Réalisateurs en informatique musicale : Serge Lemouton et Leslie Stuck
...Dans L'esprit des dunes, le désert est évoqué tant pour ses résonances psychologiques que pour les analogies techniques. Les analogies constituent un point de convergence entre certaines caractéristiques de, la musique de Murail et l'œuvre d'un bon nombre d'autres artistes, mais font également référence aux origines du matériau utilisé pour la pièce.
C'est la première fois dans l'œuvre de Murail qu'une allusion explicite est faite à la musique d'autres cultures. Le matériau sonore dont dérive la pièce est en effet extrait de musiques traditionnelles de Mongolie et du Tibet, deux régions marquées, chacune à leur manière, par les déserts - le désert de Gobi, en Mongolie, et les régions montagneuses, rocailleuses et faiblement peuplées du Tibet.
L'œuvre porte une double dédicace "à la mémoire de Giacinto Scelsi et Salvador Dali". L'intérêt particulier porté par Scelsi à la vie intérieure des sons, qui se manifeste avec le maximum d'évidence dans des œuvres radicales comme Quatre pièces sur une seule note, trouve un écho dans l'évolution mélodique et timbrale complexe qui se dégage des hauteurs individuelles produites par la technique du chant harmonique mongol.
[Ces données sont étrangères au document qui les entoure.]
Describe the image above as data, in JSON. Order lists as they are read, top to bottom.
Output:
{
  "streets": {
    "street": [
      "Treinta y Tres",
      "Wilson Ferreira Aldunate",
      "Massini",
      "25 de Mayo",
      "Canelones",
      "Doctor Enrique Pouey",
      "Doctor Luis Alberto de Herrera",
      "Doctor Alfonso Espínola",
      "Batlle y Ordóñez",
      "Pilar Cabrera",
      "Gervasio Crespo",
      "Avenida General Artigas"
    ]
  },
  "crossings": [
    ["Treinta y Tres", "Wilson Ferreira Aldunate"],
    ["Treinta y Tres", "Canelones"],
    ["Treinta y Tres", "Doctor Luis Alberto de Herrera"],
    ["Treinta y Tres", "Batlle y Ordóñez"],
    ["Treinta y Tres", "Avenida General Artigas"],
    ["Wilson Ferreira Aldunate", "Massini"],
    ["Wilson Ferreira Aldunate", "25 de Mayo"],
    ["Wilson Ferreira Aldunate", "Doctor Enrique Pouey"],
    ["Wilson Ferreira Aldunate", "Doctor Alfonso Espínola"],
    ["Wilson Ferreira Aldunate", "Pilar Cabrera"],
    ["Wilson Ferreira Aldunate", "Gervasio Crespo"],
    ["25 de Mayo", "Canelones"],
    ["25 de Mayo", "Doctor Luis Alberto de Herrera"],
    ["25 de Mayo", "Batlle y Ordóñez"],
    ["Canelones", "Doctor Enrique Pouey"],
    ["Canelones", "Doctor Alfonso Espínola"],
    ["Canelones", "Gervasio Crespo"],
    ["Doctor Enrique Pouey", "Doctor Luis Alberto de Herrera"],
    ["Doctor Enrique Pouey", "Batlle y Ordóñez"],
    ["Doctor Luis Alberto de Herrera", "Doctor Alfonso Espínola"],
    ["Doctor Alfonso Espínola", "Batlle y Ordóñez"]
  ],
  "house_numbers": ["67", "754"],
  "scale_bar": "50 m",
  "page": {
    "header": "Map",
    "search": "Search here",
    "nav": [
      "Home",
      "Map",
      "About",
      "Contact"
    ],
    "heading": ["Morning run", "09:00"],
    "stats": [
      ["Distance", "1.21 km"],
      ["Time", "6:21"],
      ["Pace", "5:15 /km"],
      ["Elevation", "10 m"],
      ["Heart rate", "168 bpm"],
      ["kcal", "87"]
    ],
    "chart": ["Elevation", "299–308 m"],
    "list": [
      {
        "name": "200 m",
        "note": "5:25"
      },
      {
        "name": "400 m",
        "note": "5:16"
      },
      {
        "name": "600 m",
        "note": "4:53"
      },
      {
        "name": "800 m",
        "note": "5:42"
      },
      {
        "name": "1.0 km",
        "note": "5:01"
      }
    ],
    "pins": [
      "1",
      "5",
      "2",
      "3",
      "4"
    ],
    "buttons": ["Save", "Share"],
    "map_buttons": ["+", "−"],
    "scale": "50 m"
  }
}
La dédicace à Dali n'est toutefois pas une allusion aux nombreuses évocations de ces vastes étendues désertiques et aliénantes que l'on trouve si fréquemment dans les peintures de Dali, mais fait référence à Visions de Haute Mongolie, cet étrange film de l'artiste, dans lequel un objet isolé - l'embout métallique d'un stylo - devient le centre de focalisation, et est magnifié à un degré tel qu'il donne lieu à l'évocation de mondes intérieurs à part entière, offrant souvent une ressemblance frappante avec certains paysages désertiques de Mongolie et d'ailleurs - autre parallélisme avec Murail, qui, de l'intérieur mime des spectres sonores instrumentaux et vocaux, construit de véritables univers mélodiques.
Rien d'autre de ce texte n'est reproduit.